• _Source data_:
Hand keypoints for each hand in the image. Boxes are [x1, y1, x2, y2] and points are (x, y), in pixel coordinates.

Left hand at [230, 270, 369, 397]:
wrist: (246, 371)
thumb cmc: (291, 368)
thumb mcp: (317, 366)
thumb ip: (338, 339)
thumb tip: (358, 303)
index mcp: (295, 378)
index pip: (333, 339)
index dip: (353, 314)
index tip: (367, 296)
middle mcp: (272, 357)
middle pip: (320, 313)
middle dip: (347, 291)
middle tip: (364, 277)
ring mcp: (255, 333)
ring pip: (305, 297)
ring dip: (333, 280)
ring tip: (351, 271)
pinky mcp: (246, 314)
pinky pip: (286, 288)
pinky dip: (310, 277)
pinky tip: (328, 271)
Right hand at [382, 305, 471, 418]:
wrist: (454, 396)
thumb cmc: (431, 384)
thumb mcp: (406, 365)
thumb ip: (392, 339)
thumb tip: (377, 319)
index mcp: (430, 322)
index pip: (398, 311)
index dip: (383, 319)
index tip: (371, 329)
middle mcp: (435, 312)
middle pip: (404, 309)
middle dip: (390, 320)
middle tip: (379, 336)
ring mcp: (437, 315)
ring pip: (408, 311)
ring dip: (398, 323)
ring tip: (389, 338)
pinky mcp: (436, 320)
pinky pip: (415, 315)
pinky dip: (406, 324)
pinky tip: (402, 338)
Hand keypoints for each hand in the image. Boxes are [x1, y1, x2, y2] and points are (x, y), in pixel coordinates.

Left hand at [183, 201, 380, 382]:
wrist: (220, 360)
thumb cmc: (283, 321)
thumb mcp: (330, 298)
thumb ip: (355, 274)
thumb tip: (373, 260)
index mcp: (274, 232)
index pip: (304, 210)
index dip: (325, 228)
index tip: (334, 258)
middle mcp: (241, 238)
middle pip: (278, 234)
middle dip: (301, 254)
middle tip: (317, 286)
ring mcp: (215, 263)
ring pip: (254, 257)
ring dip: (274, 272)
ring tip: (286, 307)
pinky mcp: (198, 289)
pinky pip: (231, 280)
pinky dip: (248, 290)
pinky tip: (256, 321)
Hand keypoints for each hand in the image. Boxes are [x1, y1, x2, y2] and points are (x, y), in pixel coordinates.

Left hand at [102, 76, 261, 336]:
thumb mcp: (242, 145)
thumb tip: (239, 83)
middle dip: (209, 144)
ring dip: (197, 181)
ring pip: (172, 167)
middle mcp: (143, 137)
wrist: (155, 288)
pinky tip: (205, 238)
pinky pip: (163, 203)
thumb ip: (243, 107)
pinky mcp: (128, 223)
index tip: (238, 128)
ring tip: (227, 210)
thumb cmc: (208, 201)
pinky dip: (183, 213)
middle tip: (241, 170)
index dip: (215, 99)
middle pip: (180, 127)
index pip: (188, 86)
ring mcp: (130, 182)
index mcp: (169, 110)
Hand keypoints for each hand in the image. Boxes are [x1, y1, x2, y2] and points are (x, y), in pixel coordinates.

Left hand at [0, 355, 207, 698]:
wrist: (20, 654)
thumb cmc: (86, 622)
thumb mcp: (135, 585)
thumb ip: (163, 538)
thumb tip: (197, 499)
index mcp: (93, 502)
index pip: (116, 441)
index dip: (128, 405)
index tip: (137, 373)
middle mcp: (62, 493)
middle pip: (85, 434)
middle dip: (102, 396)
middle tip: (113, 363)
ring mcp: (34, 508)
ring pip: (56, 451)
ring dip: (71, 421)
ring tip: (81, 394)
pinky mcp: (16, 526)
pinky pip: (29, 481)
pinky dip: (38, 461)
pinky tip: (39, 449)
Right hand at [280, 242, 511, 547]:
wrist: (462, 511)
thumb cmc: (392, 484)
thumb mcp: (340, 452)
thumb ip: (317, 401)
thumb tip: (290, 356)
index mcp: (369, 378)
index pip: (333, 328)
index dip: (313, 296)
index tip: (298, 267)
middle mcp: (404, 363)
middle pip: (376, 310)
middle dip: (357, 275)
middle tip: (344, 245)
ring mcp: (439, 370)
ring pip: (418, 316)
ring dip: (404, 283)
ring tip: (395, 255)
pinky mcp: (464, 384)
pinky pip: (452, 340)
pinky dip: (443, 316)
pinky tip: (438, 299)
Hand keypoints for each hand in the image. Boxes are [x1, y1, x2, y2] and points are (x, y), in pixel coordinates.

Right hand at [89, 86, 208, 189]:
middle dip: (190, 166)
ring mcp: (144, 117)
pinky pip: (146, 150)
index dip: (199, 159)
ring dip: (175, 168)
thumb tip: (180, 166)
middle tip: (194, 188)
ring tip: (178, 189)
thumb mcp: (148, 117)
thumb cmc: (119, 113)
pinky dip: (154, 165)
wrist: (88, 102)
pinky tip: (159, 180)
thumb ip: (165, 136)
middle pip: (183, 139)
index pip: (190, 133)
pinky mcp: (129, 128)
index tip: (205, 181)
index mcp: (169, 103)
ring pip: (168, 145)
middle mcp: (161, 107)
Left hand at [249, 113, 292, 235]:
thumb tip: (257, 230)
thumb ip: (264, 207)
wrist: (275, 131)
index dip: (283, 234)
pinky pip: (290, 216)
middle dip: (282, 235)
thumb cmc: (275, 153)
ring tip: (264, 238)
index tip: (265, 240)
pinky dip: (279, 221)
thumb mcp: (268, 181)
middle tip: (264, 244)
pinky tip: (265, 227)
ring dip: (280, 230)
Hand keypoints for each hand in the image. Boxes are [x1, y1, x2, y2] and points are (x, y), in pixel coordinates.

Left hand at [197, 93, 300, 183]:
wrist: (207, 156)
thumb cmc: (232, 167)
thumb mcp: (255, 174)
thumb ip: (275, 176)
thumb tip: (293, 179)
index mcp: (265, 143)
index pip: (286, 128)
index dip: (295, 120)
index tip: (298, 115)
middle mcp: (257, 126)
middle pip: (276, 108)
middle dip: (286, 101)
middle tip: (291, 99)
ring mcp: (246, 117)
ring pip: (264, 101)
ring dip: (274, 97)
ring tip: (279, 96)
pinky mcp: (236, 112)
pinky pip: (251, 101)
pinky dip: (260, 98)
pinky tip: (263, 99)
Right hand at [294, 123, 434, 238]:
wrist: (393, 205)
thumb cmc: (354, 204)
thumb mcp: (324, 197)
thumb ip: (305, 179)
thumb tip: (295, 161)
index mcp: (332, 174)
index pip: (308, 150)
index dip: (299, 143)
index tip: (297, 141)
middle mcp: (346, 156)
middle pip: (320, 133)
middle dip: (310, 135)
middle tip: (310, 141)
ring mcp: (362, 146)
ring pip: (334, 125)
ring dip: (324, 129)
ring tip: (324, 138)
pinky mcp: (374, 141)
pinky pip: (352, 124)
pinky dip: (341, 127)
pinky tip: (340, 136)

• _DESCRIPTION OF THE TASK_: Provide an exact transcript of the lines from the one that holds "pinky tip: (263, 99)" through the final line of the data above.

• _WRITTEN SOLUTION_:
pinky tip: (263, 99)
Right hand at [294, 123, 434, 238]:
wrist: (393, 205)
thumb cmc: (354, 204)
thumb mcp: (324, 197)
thumb ip: (305, 179)
thumb tip: (295, 161)
index mcp: (332, 174)
index pip: (308, 150)
index dip: (299, 143)
index tip: (297, 141)
middle mcp: (346, 156)
middle pip: (320, 133)
middle dip: (310, 135)
middle tip: (310, 141)
ring mcp: (362, 146)
ring pip: (334, 125)
ring dip: (324, 129)
ring tip: (324, 138)
pinky mcp: (374, 141)
pinky pip: (352, 124)
pinky dip: (341, 127)
pinky tip: (340, 136)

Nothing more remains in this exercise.